Friday, January 30, 2004

Growing up in my house was a little like growing up in the environment of an operating room (minus the hot nurses and the CellDyn2001 Blood Analyzer). Everything had its place, bookcases were dusted, carpets vacuumed leaving neat criss cross diagonal patterns, the floors were swept and mopped, the bathrooms scrubbed (our shower doors were being squeegeed long before it was en vogue). Our dishes were cleaned the moment they were put in the sink and if it was my night to wash them and something was especially crusty and cooked on, I had to plead my case to leave it in the sink to soak overnight. I even had friends, on more than one occasion, ask if it was okay to sit on the furniture because they didn't want to "mess it up." You get the idea.

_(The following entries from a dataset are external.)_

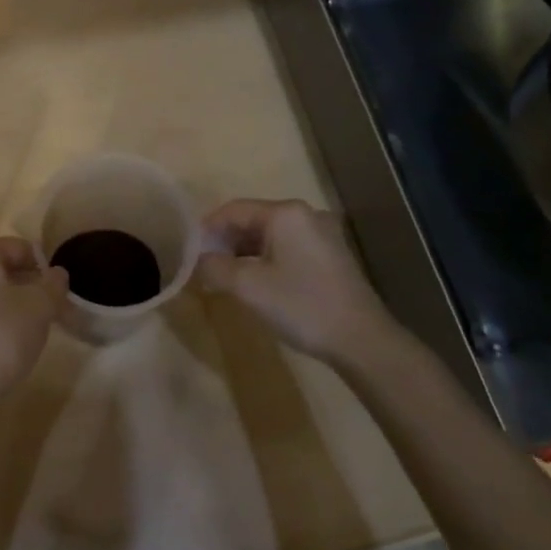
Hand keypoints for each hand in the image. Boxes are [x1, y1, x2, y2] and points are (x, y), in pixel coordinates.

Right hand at [197, 199, 399, 366]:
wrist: (362, 340)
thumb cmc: (302, 305)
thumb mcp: (248, 288)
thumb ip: (215, 268)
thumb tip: (199, 261)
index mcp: (285, 213)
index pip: (234, 209)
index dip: (207, 228)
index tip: (188, 250)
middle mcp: (305, 215)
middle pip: (253, 219)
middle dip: (225, 241)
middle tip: (204, 266)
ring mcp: (322, 234)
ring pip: (270, 235)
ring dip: (244, 252)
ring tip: (224, 276)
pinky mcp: (331, 255)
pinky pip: (288, 247)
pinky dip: (266, 259)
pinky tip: (256, 282)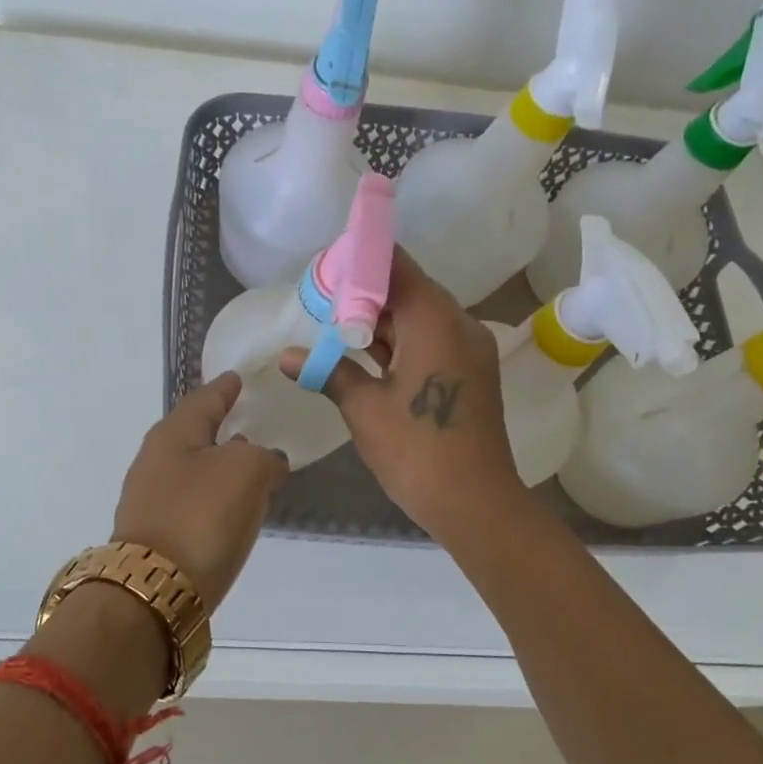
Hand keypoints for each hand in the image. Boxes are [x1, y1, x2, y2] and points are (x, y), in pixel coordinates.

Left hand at [112, 372, 288, 608]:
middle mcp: (155, 460)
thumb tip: (265, 460)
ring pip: (194, 468)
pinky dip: (215, 495)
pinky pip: (193, 500)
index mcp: (173, 434)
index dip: (226, 387)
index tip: (240, 377)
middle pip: (195, 433)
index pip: (205, 398)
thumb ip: (263, 457)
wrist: (157, 590)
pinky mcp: (156, 533)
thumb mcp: (246, 472)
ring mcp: (151, 498)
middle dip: (223, 426)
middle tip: (253, 420)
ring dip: (221, 464)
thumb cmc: (201, 516)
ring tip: (253, 464)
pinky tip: (234, 506)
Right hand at [280, 248, 521, 540]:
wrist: (475, 502)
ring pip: (418, 317)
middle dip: (363, 293)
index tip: (326, 267)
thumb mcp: (364, 408)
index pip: (396, 266)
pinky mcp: (469, 372)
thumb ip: (328, 371)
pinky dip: (398, 342)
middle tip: (319, 300)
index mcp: (434, 320)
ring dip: (379, 320)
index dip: (360, 261)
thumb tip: (287, 356)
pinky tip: (362, 354)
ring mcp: (468, 349)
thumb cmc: (416, 449)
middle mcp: (458, 324)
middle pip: (407, 290)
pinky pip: (430, 341)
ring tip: (332, 325)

Today, my house would be unrecognizable to my childhood friends. The dishes are still cleaned expeditiously but the rest of house....well, it's gone to the dogs, literally.

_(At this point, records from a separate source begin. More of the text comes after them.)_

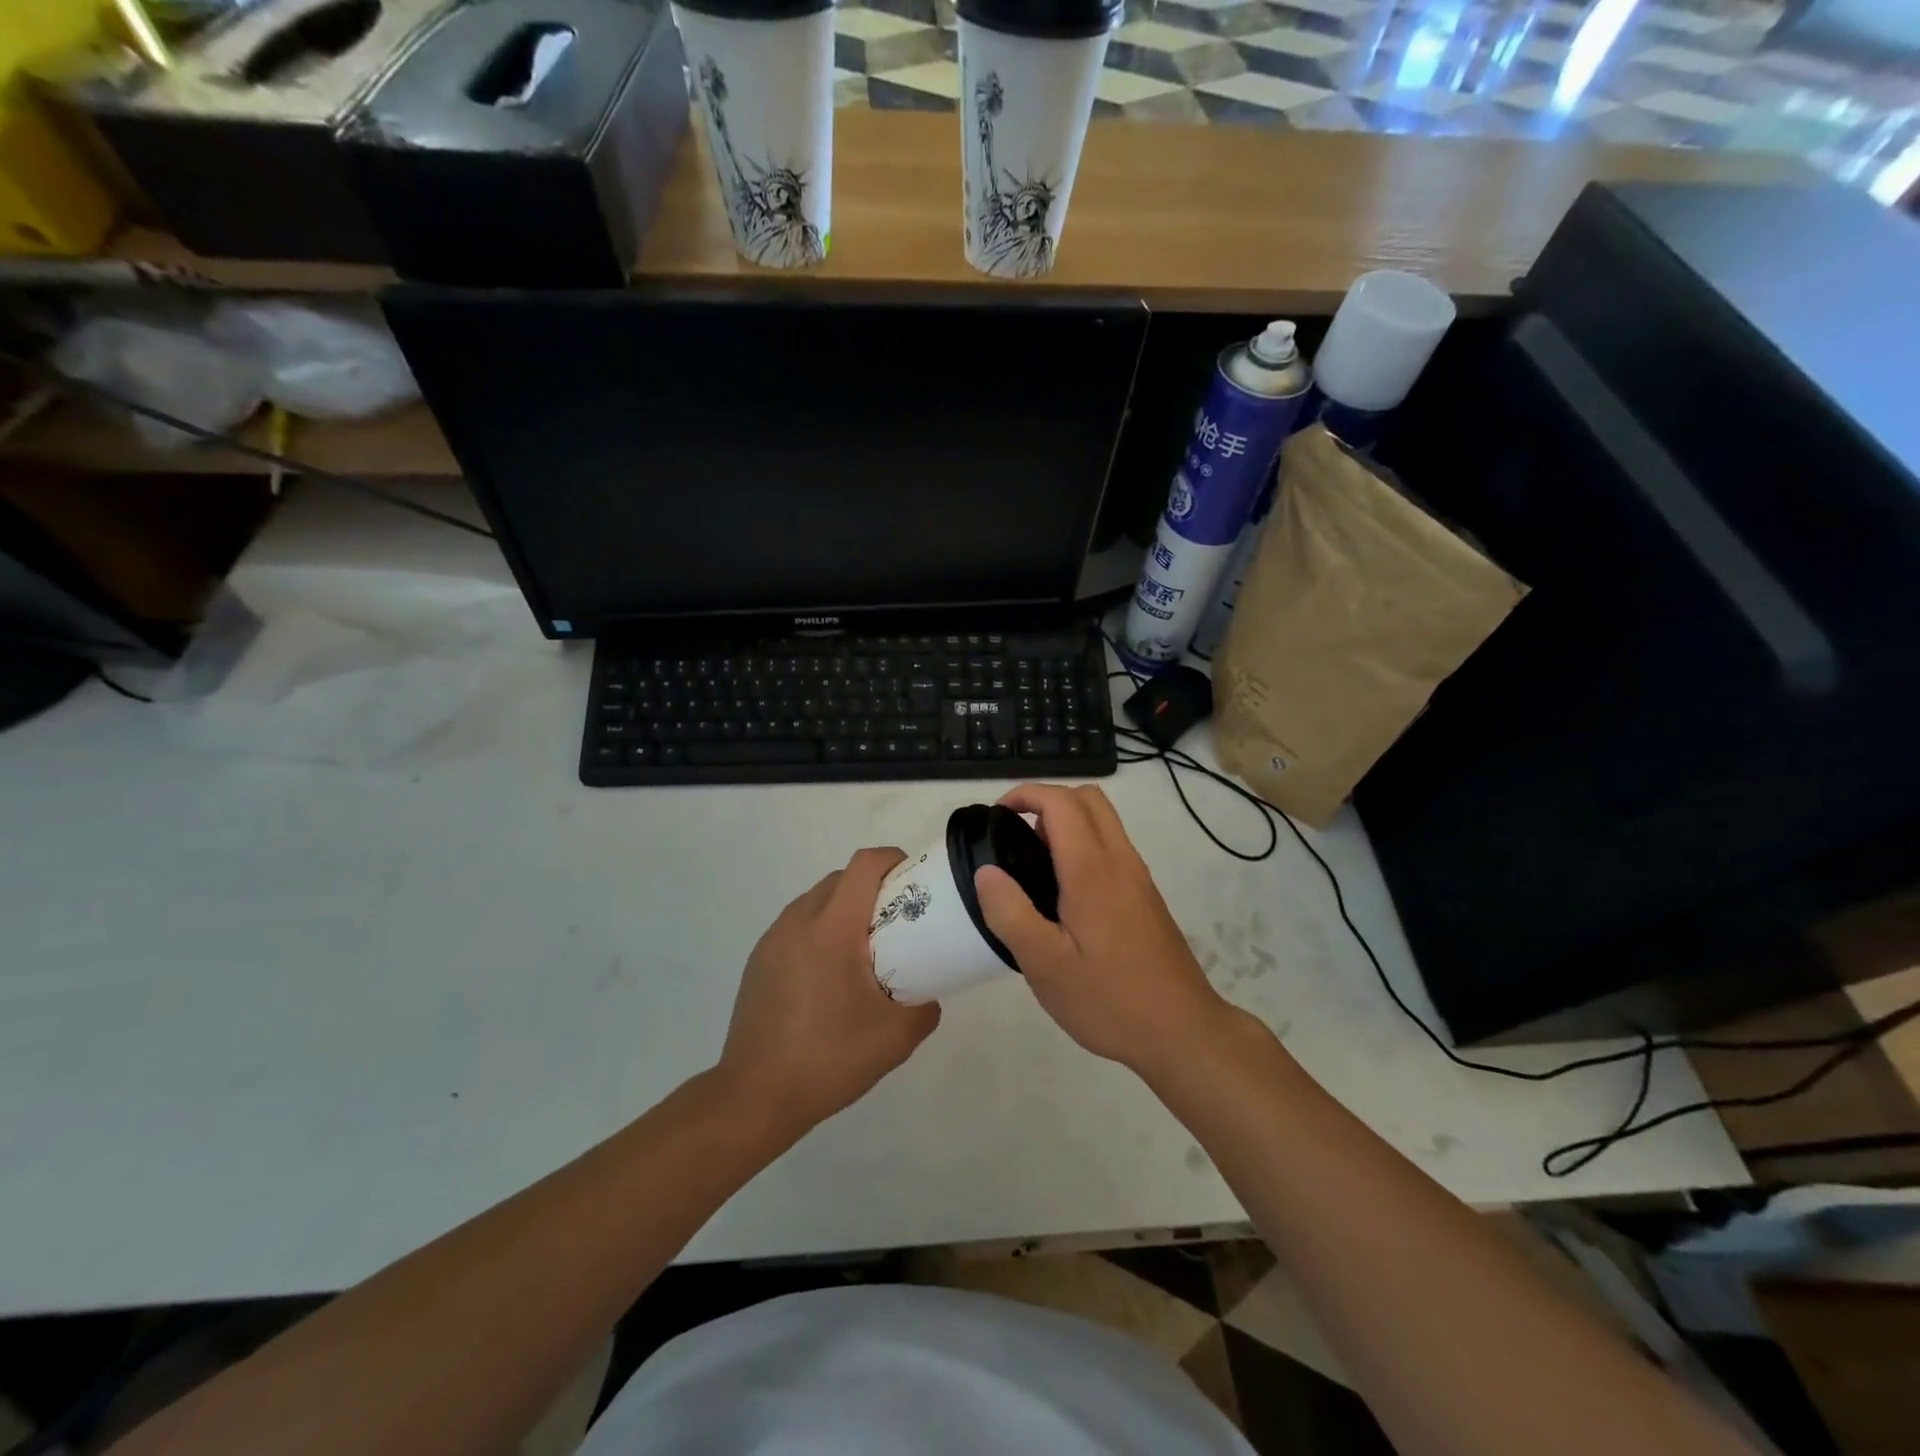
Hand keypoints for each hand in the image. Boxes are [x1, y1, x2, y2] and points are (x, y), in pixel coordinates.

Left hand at [719, 847, 939, 1133]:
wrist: (755, 1096)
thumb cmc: (828, 1058)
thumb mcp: (896, 1038)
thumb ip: (925, 1007)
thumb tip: (928, 993)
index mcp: (832, 929)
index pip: (864, 866)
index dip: (894, 860)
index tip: (917, 879)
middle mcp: (798, 922)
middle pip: (841, 879)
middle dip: (873, 885)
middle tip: (899, 918)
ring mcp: (773, 940)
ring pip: (816, 900)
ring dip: (845, 907)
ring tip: (866, 947)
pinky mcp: (759, 960)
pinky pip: (797, 925)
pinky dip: (821, 930)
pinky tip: (831, 974)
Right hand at [973, 784, 1229, 1076]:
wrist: (1182, 1032)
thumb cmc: (1109, 999)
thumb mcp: (1045, 965)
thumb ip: (1010, 913)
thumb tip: (986, 871)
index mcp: (1092, 870)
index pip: (1061, 802)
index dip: (1025, 795)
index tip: (997, 817)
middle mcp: (1120, 861)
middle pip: (1088, 799)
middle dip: (1047, 801)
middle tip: (1015, 837)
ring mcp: (1138, 877)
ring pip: (1104, 822)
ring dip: (1067, 823)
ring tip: (1033, 868)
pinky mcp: (1146, 897)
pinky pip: (1112, 848)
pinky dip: (1084, 846)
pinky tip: (1063, 897)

There is no where in my house that is safe from the constant onslaught of white, wiry, dog hair. They’re like ticks.. once they fall, they burrow into the fabric and won't budge. It takes a careful, steady hand to remove it which is pretty implausible due to the sheer number of hairs that fall from my dog (approximately 1,273,829 hairs per day.) The situation is so out of control that it's not uncommon for me to be miles away from my home and my dog and find an offending hair in some random place. Case in point: I recently attended a wedding 75 miles away and during the ceremony, I noticed a single white hair resting on the back of the man sitting directly in front of me. A complete stranger, mind you, sporting a $3000 suit and the best comb-over this side of the Mississippi. I pretended not to notice and let him continue through the evening with this little piece of Turtle hanging from his shoulder.

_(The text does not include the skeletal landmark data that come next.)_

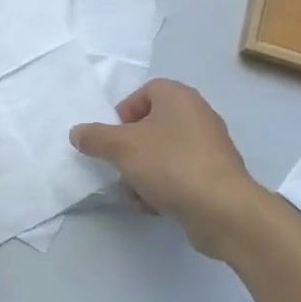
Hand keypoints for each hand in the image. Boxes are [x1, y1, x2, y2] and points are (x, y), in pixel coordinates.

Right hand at [70, 79, 264, 257]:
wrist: (222, 209)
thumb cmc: (170, 164)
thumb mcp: (121, 147)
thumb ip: (94, 137)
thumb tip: (77, 133)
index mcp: (178, 97)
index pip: (144, 92)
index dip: (124, 112)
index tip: (113, 137)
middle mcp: (197, 115)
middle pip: (151, 126)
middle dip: (130, 150)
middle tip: (121, 166)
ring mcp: (209, 147)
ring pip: (162, 154)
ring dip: (142, 173)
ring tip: (137, 192)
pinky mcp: (215, 176)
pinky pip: (179, 174)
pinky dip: (164, 187)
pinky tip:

Where is this all leading? Well, I have two rock your ass off houseguests coming to town today to stay for the weekend and of course, I’m fretting about how dirty my house is. Not only is there the excessive dog hair issue, we also have a terrible case of “dusteous houseous” due to the fact both our house and backyard are going through major overhauls. Therefore, I have put together this Handy Dandy Packing Guideline for my guests:

Handy Dandy Packing Guideline:

1. Do not bring any piece of clothing you care about
2. Do not bring any piece of black clothing
3. Do not bring any piece of fleece clothing
4. Do not, under ANY circumstances, bring any piece black fleece clothing
5. DO bring industrial strength lint removers (three minimum)
6. Full Haz-Mat gear recommended for extended stays

If you pack using these easy to follow steps and burn all garments before returning to your own home, your stay at Casa de Cubie will be a delightful one, and free of aggravation upon your return home.

(FYI: Sports bras welcome May through September. Ha ha ha! Hell, sports bras welcome year round.)